● **The task**
Using the records below, report how many lines include "Mehmetçik", and give no more than the number.
── Available records ──
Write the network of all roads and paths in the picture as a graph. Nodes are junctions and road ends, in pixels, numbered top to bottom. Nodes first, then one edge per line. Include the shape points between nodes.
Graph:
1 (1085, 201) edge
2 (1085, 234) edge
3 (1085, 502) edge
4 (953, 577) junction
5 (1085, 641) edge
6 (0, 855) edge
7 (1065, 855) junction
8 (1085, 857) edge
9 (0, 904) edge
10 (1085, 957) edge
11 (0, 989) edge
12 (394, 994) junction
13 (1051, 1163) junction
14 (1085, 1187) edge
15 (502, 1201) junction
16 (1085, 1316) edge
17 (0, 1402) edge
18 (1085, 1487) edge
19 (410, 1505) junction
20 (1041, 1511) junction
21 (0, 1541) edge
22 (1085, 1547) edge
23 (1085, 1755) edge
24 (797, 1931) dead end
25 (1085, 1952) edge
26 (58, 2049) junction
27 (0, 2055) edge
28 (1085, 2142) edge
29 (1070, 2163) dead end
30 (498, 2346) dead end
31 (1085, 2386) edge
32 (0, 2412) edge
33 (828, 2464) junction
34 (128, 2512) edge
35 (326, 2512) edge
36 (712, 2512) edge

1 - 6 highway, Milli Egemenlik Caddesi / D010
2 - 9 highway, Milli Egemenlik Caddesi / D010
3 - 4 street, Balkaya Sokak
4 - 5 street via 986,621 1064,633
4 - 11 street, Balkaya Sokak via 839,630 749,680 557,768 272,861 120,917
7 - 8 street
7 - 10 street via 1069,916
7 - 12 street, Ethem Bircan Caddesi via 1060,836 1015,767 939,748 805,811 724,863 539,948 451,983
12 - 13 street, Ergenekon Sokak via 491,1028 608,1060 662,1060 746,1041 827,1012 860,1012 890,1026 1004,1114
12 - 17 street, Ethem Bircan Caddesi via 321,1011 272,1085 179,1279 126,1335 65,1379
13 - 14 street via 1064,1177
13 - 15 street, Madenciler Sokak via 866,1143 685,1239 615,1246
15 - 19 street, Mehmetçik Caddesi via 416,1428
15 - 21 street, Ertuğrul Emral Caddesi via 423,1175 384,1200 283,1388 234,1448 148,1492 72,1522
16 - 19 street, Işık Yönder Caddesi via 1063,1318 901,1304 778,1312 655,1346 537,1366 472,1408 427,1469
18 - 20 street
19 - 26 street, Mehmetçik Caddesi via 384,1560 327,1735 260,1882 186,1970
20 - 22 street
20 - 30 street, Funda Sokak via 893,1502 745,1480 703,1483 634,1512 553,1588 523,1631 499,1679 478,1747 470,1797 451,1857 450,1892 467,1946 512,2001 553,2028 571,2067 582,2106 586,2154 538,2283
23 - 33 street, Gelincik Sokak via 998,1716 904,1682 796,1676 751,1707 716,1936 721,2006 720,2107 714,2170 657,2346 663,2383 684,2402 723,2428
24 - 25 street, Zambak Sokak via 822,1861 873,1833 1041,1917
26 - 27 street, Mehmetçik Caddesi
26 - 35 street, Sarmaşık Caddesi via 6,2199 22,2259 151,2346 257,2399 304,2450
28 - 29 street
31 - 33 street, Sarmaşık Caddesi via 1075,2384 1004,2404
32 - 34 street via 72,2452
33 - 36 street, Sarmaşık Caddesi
───
● **Completed exercise**
3